1. All GS get military commissary & exchange privileges and a standard gasoline ration of 400L per car/month at slightly above US prices (it beats paying EU prices -it's x2 cost). You will be issued an Esso card good at any Exchange gas station in Germany or any Esso station in Germany (the exchange manages the transaction and billing).

2. Your car will be issued German plates by the US Vehicle Registration office. Your car must pass a vehicle inspection –this is NOT A US state inspection, it’ll be more thorough; be sure your car is in sound mechanical condition prior to shipping. Download the driver’s manual (see link below) and study it now as you’ll need to take a written test to get your USAREUR drivers license (it’s easy but with kids, and hotel, and new job, and new place, etc… you’ll have no time so study before you come and have less stress later. To drive your car here you’ll need a , USAREUR lic. Be sure you have an unexpired US Driver’s lic. (hubby too).

3. Privileges are based on the SOFA. Status of Forces Agreement: a SOFA stamp will be put in your tourist passport and in your husband’s Official Passport (which if he does not have he will get). As a spouse you do not get an Official passport.

4. Buy a GPS with EU maps (and EU & German speed/safety cameras).

5. You will get an Overseas dependent military ID card (gets you on-base and shows your privileges).
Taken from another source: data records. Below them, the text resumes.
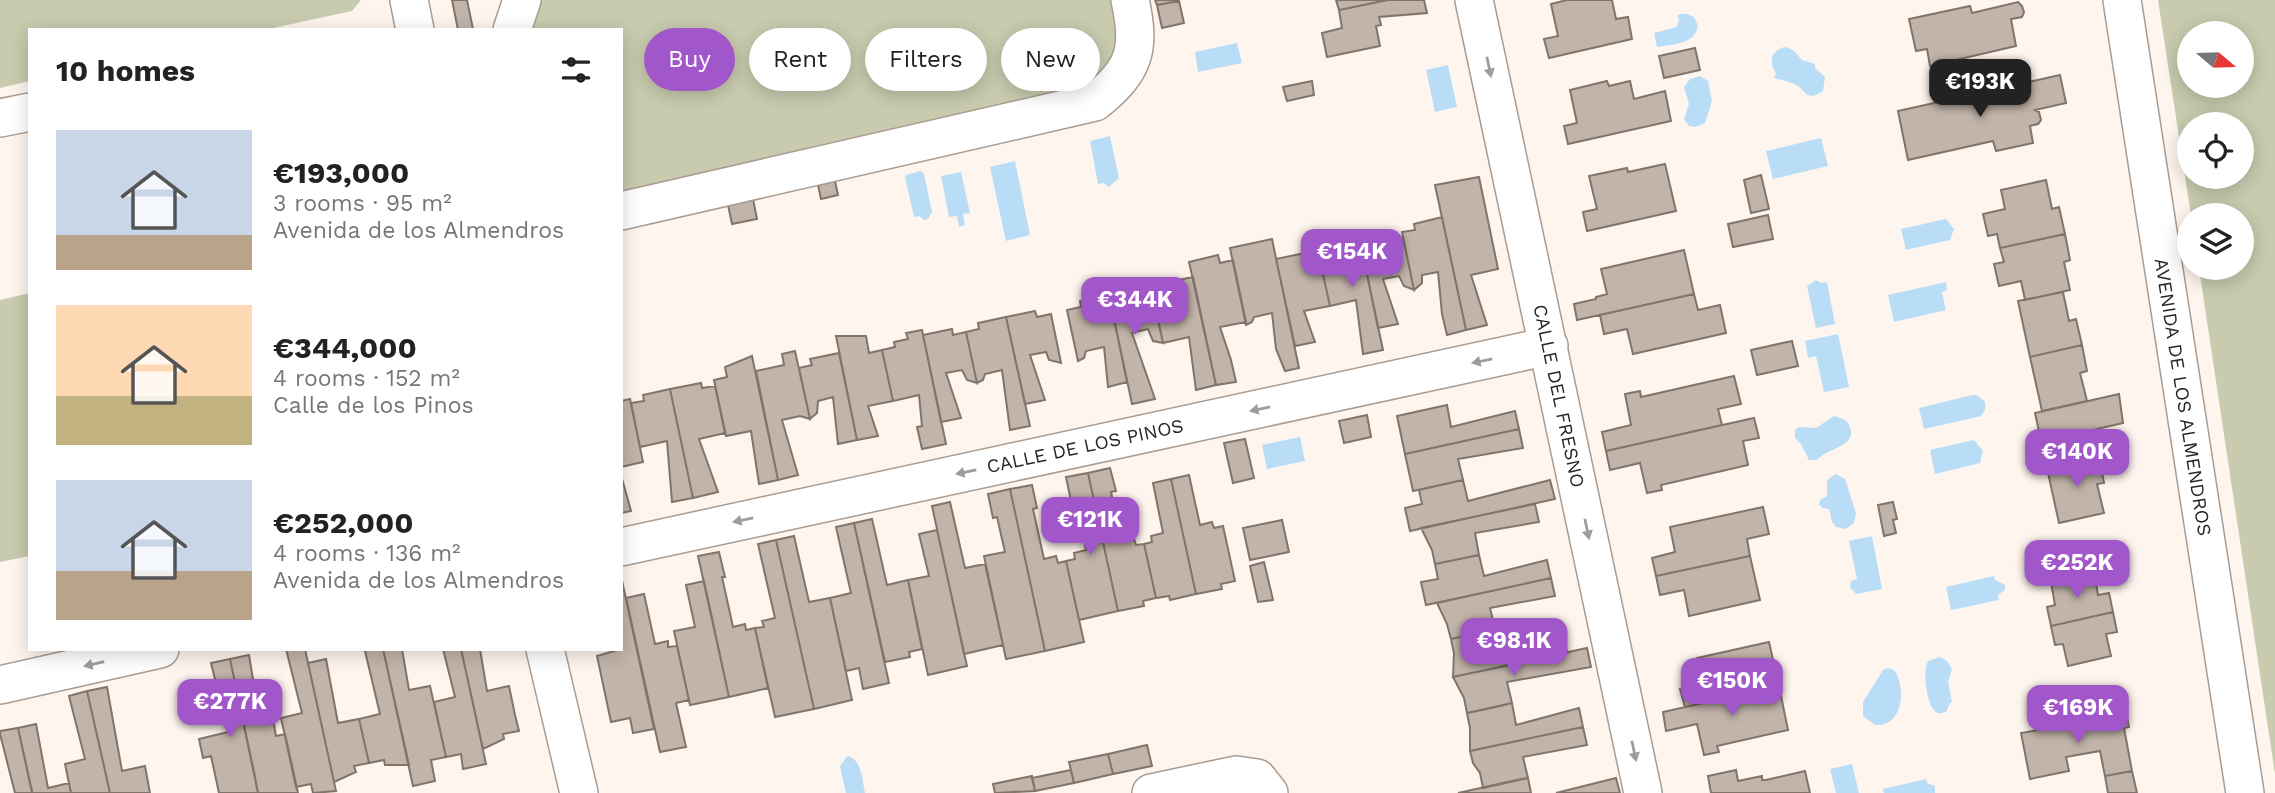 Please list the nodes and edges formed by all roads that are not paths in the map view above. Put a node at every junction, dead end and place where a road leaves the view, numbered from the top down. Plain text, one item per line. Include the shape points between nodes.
1 (409, 0) edge
2 (522, 0) edge
3 (1130, 0) edge
4 (1474, 0) edge
5 (2122, 0) edge
6 (415, 28) edge
7 (513, 28) edge
8 (28, 112) edge
9 (0, 118) edge
10 (623, 212) edge
11 (1549, 346) junction
12 (623, 547) edge
13 (151, 651) edge
14 (545, 651) edge
15 (0, 685) edge
16 (579, 793) edge
17 (1151, 793) edge
18 (1269, 793) edge
19 (1643, 793) edge
20 (2245, 793) edge

1 - 6 street
2 - 7 street
3 - 10 street via 1137,30 1130,64 1113,88 1095,102
4 -> 11 street, CALLE DEL FRESNO
5 - 20 street, AVENIDA DE LOS ALMENDROS
8 - 9 street
11 -> 12 street, CALLE DE LOS PINOS
11 -> 19 street, CALLE DEL FRESNO
13 -> 15 street
14 - 16 street
17 - 18 street via 1236,775 1257,778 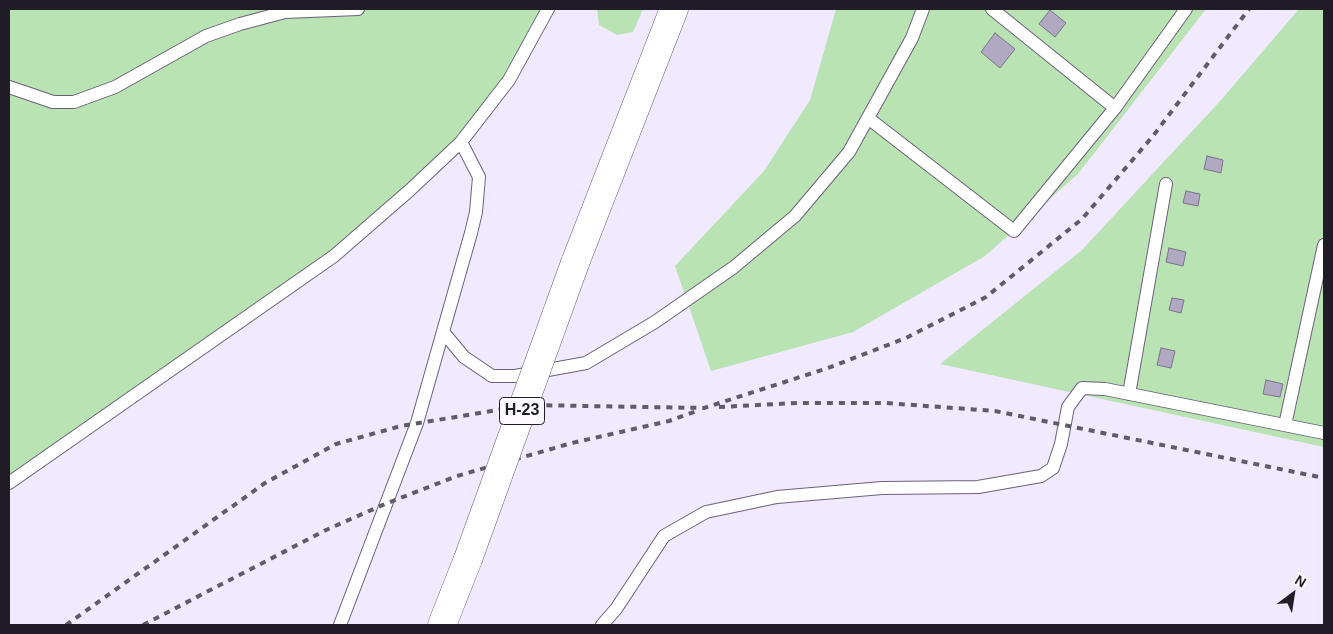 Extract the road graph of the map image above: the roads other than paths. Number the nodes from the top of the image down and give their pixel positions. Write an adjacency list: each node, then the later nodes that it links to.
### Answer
1 (358, 9): 7 (lane)
2 (548, 9): 10 (lane)
3 (674, 9): 19 (main road, Н-23, bridge)
4 (923, 9): 9 (lane)
5 (992, 9): 8 (lane)
6 (1186, 9): 8 (lane)
7 (9, 87)
8 (1115, 108): 9 (lane)
9 (868, 118): 13 (lane)
10 (461, 142): 13 (lane); 17 (lane)
11 (1166, 184): 14 (lane)
12 (1324, 244): 15 (lane)
13 (444, 333): 18 (lane)
14 (1130, 394): 15 (lane); 20 (lane)
15 (1284, 425): 16 (lane)
16 (1324, 433)
17 (9, 483)
18 (340, 625)
19 (442, 625)
20 (602, 625)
6. Your sponsor will arrange for you to have an on base post office box prior to your move here –it the equivalent of a US PO Box and it’s free; it will function as a US address. They are APO AE addresses (Army Post Office Armed Forces Europe). Note on mail, mailing times are extended as compared to the US as the USPS only picks up and delivers to the Army in NY. From NY to EU it is handled by the Army (at no extra cost, but it’ll take a little longer to get here/there). No FedEdx or UPS service --just USPS.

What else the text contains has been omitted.